Memanen padi tanpa asap di gambut Lamandau
 Minggu, 15 April 2018 12:16 WIB
 
Dokumentasi - Bibit padi di lahan gambut (ANTARA News / Virna Puspa S)

Sudah dua tahun lahan gambut di Desa Tanjung Putri, Kecamatan Arut Selatan, 
Kabupaten Kotawaringin Barat, Kalimantan Tengah (Kalteng), dan desa-desa lain 
di sekitarnya terbengkalai.

Hal ini terjadi setelah Peraturan Pemerintah (PP) Nomor 57 Tahun 2016 tentang 
Perlindungan dan Pengelolaan Ekosistem Gambut untuk mencegah kebakaran hutan 
dan lahan dilaksanakan di seluruh Indonesia.

Petani tidak ada lagi yang berani menanam padi atau berladang karena tidak tahu 
cara bertani selain dengan membakar. Tidak heran produksi beras di desa-desa 
Kotawaringin Barat, bahkan Kalimantan Tengah menurun drastis.

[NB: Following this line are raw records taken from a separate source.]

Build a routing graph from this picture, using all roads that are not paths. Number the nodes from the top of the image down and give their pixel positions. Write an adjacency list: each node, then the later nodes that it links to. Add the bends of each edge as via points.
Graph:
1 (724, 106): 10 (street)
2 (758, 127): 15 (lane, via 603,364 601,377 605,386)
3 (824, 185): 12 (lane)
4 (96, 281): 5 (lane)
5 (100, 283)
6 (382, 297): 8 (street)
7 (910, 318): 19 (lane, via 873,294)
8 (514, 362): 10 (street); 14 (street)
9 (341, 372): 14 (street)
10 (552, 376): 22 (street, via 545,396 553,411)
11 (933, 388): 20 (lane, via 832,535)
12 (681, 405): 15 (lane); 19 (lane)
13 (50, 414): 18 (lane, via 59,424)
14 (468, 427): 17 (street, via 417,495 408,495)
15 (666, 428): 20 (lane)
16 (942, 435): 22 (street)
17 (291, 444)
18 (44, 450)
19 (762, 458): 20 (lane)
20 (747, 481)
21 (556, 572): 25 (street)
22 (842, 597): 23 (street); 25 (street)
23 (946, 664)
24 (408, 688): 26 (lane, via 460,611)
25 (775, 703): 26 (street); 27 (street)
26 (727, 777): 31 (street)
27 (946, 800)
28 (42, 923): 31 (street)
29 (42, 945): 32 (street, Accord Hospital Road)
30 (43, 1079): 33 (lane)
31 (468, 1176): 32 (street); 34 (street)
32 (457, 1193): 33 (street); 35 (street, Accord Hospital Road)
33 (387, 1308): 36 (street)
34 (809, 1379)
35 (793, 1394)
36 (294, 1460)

Penyuluh pertanian Dinas Pertanian Kotawaringin Barat di Desa Tanjung Putri 
Purwadi menceritakan bahwa sejak 2010 dirinya bertugas disana produksi beras 
terus meningkat, bahkan selalu surplus. Terutama setelah campur tangan Dinas 
Pertanian Kotawaringin Barat di 2012 yang membantu optimasi lahan rawa dengan 
cetak sawah.

"Bahkan Pak Ruslan (Ketua Kelompok Tani Sumber Rejeki Desa Tanjung Putri, 
Kecamatan Arut Selatan, Kotawaringin Barat, Ruslan Surbakti) bisa beli rumah 
dari hasil jual gabah," kata Purwadi sambil melihat ke arah pria di dekatnya 
yang baru disebutkan namanya.

Kebijakan Pembukaan Lahan Tanpa Bakar (PLTB) juga berdampak pada anggota 
Kelompok Tani Sejati Muhammad Thamrin (63) dari Desa Terantang, Kelurahan 
Mendawai. Dirinya terpaksa beralih menjadi nelayan tangkap pascakebijakan 
tersebut berjalan.

Pendapatannya pun sangat minim, terkadang hanya kisaran Rp20.000 per hari atau 
bahkan tidak ada sama sekali saat musim menangkap ikan sedang tidak bersahabat. 
Thamrin mengatakan tentu saja pendapatan itu tidak bisa memenuhi kebutuhan 
hidupnya sehari-hari, sementara pendapatan dari bertani benar-benar terhenti.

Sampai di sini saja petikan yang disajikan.